Romanian social housing stock (Alpopi, Iacoboaea, & Stănescu, 2014) accounts on average for around 2% of the total dwellings and it is owned by the public authorities. It is also important to note that Romania has the lowest stock of social housing in the European Union, estimated at 1.2 percent of the total stock, compared with a quarter in Austria, Great Britain, Spain or even a third, in Holland. According to Housing Observatory (Housing Europe, 2015) "the main role of social housing is to help troubled households gain access to market housing, access to housing in an appropriate social and urban mix. The common feature of social housing in all the States Members is the existence of rules for the allocation of housing to beneficiary households. Defining these rules for housing allocation are the responsibility of the Member States and public authorities of them.
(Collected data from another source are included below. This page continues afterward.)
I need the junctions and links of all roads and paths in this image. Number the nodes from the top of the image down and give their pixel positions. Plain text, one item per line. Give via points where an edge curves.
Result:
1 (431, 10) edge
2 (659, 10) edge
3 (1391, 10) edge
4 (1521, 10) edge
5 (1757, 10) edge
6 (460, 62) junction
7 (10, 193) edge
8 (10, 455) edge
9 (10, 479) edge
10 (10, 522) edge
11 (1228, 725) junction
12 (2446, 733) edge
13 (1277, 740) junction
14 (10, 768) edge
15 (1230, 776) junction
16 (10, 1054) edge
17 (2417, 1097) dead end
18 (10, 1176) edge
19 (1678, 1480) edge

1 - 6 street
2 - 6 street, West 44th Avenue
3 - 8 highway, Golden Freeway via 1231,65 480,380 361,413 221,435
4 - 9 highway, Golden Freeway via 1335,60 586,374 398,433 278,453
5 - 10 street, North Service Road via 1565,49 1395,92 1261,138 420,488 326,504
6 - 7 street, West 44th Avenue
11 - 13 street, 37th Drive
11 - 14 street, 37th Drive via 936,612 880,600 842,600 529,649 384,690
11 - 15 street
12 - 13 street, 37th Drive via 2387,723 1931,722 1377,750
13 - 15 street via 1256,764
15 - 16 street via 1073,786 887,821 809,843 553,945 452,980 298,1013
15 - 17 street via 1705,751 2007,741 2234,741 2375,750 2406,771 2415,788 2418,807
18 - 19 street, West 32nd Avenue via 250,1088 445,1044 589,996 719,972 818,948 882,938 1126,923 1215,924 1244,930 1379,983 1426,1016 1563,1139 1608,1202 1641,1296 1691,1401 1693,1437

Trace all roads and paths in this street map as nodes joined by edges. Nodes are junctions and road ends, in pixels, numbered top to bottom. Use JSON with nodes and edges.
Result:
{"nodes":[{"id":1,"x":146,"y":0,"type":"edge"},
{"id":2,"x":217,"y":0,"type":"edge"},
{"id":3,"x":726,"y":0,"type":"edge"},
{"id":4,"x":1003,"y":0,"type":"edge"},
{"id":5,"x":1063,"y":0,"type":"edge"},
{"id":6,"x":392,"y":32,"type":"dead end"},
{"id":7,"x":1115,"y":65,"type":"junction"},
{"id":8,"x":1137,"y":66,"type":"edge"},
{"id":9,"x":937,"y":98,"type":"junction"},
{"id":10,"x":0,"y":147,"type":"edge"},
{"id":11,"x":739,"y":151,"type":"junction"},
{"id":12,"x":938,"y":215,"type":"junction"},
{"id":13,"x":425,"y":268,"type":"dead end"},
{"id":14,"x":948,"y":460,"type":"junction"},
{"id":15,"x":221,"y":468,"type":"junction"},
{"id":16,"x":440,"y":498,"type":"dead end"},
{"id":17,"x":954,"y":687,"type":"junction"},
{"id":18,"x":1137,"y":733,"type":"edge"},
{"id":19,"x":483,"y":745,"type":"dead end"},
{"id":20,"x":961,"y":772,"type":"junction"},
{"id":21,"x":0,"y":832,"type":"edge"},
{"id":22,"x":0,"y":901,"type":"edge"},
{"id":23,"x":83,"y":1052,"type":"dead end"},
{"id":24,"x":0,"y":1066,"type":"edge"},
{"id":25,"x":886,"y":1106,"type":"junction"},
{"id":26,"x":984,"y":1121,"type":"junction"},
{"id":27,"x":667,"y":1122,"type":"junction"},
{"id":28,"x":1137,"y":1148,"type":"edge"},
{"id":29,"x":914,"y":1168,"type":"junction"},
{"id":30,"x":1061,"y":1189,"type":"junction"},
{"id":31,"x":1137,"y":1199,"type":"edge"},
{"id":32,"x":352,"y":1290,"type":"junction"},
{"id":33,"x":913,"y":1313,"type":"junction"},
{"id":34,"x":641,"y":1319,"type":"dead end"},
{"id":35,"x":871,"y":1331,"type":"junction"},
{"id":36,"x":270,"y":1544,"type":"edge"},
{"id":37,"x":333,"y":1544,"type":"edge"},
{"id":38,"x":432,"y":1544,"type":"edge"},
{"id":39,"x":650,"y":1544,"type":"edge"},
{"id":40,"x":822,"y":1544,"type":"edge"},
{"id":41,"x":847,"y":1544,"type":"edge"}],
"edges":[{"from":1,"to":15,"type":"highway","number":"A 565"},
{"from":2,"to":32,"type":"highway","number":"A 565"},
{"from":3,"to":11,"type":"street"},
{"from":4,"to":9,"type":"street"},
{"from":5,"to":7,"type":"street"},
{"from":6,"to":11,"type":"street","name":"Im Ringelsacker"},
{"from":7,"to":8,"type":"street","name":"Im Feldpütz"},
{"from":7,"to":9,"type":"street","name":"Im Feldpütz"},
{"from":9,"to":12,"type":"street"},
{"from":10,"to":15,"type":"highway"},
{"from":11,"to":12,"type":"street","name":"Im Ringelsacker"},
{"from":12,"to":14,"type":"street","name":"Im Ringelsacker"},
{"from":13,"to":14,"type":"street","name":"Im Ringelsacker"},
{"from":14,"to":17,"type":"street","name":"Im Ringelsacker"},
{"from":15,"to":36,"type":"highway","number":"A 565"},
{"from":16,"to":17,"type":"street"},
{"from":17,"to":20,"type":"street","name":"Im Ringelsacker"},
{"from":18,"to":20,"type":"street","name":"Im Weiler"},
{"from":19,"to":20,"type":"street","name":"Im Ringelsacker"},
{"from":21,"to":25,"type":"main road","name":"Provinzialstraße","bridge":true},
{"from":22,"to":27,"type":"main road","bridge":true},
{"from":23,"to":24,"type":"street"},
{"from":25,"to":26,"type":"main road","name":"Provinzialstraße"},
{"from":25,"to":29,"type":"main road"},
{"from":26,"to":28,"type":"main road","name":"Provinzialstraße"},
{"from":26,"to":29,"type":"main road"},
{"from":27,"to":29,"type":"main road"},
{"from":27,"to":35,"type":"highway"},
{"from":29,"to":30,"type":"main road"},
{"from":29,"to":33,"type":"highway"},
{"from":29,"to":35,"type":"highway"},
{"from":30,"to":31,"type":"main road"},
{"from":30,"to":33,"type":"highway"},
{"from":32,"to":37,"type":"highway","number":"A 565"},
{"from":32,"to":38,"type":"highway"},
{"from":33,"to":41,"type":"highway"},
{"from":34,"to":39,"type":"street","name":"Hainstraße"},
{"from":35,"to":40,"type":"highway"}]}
They are aimed at solving the problems of the housing

system regarding demand, through the free functioning of the market, problems resulting from a structural decent and affordable housing deficit.”

 

The concept of social housing, such as it is defined in the ”Housing Law” (Romanian Parliament, 1996), represents the “public dwellings

allocated with subsidized lease, to individuals or families whose financial situation would not otherwise allow them access to a home or rent a home under market conditions”. The Housing Law is supplemented by Emergency Ordinance 40/1999, which concerns and regulates the

protection of tenants. The housing mechanisms and the tenants' access to social houses is therefore defined and established within the national legislative framework. The responsibility to set up criteria for

allocating these dwellings to the tenants, on the other hand, falls on the public local authorities who are also the owners of this stock.